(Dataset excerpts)
==================================================
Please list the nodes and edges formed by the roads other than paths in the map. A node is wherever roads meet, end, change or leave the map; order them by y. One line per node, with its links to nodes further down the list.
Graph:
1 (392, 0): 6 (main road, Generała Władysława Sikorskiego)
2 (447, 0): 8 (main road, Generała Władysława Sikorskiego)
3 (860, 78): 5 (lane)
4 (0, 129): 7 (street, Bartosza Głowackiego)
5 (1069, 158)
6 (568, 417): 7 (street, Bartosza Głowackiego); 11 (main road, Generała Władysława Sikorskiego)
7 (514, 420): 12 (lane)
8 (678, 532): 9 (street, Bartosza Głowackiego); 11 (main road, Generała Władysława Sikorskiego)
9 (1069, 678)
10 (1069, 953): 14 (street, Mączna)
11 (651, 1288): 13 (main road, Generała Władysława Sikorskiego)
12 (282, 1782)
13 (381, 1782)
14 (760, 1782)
==================================================
*What the task asks*
Every record needs to be written out again, exactly as it was given.

*Result below*
Please list the nodes and edges formed by the roads other than paths in the map. A node is wherever roads meet, end, change or leave the map; order them by y. One line per node, with its links to nodes further down the list.
Graph:
1 (392, 0): 6 (main road, Generała Władysława Sikorskiego)
2 (447, 0): 8 (main road, Generała Władysława Sikorskiego)
3 (860, 78): 5 (lane)
4 (0, 129): 7 (street, Bartosza Głowackiego)
5 (1069, 158)
6 (568, 417): 7 (street, Bartosza Głowackiego); 11 (main road, Generała Władysława Sikorskiego)
7 (514, 420): 12 (lane)
8 (678, 532): 9 (street, Bartosza Głowackiego); 11 (main road, Generała Władysława Sikorskiego)
9 (1069, 678)
10 (1069, 953): 14 (street, Mączna)
11 (651, 1288): 13 (main road, Generała Władysława Sikorskiego)
12 (282, 1782)
13 (381, 1782)
14 (760, 1782)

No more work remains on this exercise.